Among the entries below, find each line with "main" and show it.

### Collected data
....
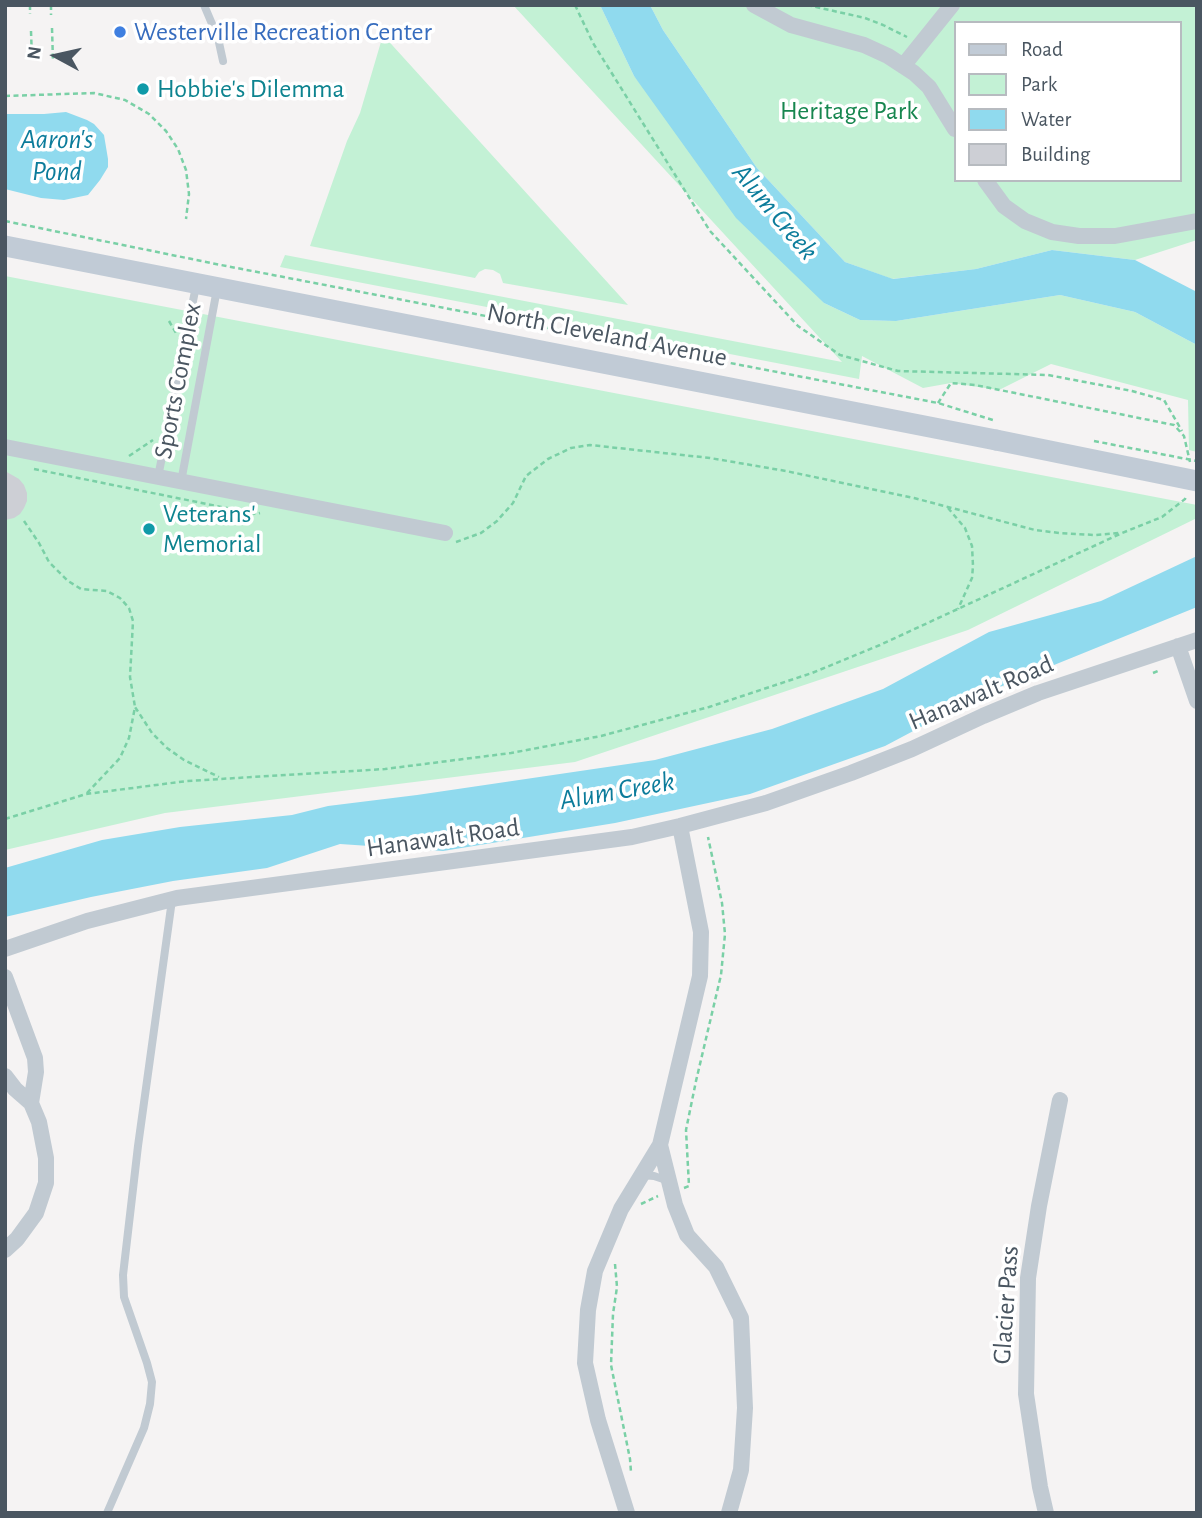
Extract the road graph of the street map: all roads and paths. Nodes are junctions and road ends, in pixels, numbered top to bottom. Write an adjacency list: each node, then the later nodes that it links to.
1 (30, 5): 8 (path)
2 (51, 5): 9 (path)
3 (204, 5): 15 (lane)
4 (575, 5): 29 (path)
5 (754, 5): 16 (street)
6 (807, 5): 12 (path)
7 (952, 5): 12 (street)
8 (30, 14)
9 (51, 15)
10 (51, 28): 14 (path)
11 (31, 31): 13 (path)
12 (920, 44): 16 (street)
13 (32, 59)
14 (53, 61)
15 (223, 61)
16 (904, 66): 18 (street)
17 (5, 96): 20 (path)
18 (954, 127)
19 (986, 182): 22 (street)
20 (186, 219)
21 (5, 221): 27 (path)
22 (1197, 221)
23 (5, 246): 24 (main road, North Cleveland Avenue)
24 (207, 285): 28 (main road, North Cleveland Avenue); 36 (lane, Sports Complex); 38 (lane, Sports Complex)
25 (169, 321): 26 (path)
26 (177, 336)
27 (938, 403): 28 (path); 29 (path)
28 (998, 431): 37 (main road, North Cleveland Avenue, bridge)
29 (1185, 436): 37 (path)
30 (158, 438): 35 (path)
31 (1092, 440): 33 (path, bridge)
32 (5, 447): 35 (street)
33 (1197, 461)
34 (27, 467): 35 (path)
35 (126, 471): 36 (street)
36 (159, 477): 38 (street)
37 (1192, 480): 41 (path)
38 (181, 482): 42 (street)
39 (948, 508): 41 (path); 42 (path); 43 (path)
40 (24, 521): 49 (path)
41 (1122, 533): 43 (path)
42 (447, 538)
43 (958, 609): 50 (path)
44 (1197, 640): 45 (street, Hanawalt Road)
45 (1178, 646): 48 (street); 53 (street, Hanawalt Road)
46 (1160, 670): 47 (path)
47 (1153, 673)
48 (1197, 701)
49 (135, 707): 50 (path); 51 (path)
50 (222, 778): 51 (path)
51 (86, 794): 52 (path)
52 (5, 819)
53 (680, 825): 54 (street, Hanawalt Road); 60 (street)
54 (172, 900): 55 (street, Hanawalt Road); 68 (lane)
55 (5, 949)
56 (5, 977): 59 (street)
57 (5, 1076): 59 (street)
58 (1060, 1100): 71 (street, Glacier Pass)
59 (32, 1103): 65 (street)
60 (660, 1145): 61 (street); 62 (street)
61 (641, 1175): 62 (lane); 69 (street)
62 (669, 1181): 70 (street)
63 (657, 1196): 64 (path)
64 (639, 1206)
65 (5, 1250)
66 (617, 1255): 67 (path)
67 (632, 1482)
68 (107, 1513)
69 (627, 1513)
70 (729, 1513)
71 (1046, 1513)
....
### Expected answer
23 (5, 246): 24 (main road, North Cleveland Avenue)
24 (207, 285): 28 (main road, North Cleveland Avenue); 36 (lane, Sports Complex); 38 (lane, Sports Complex)
28 (998, 431): 37 (main road, North Cleveland Avenue, bridge)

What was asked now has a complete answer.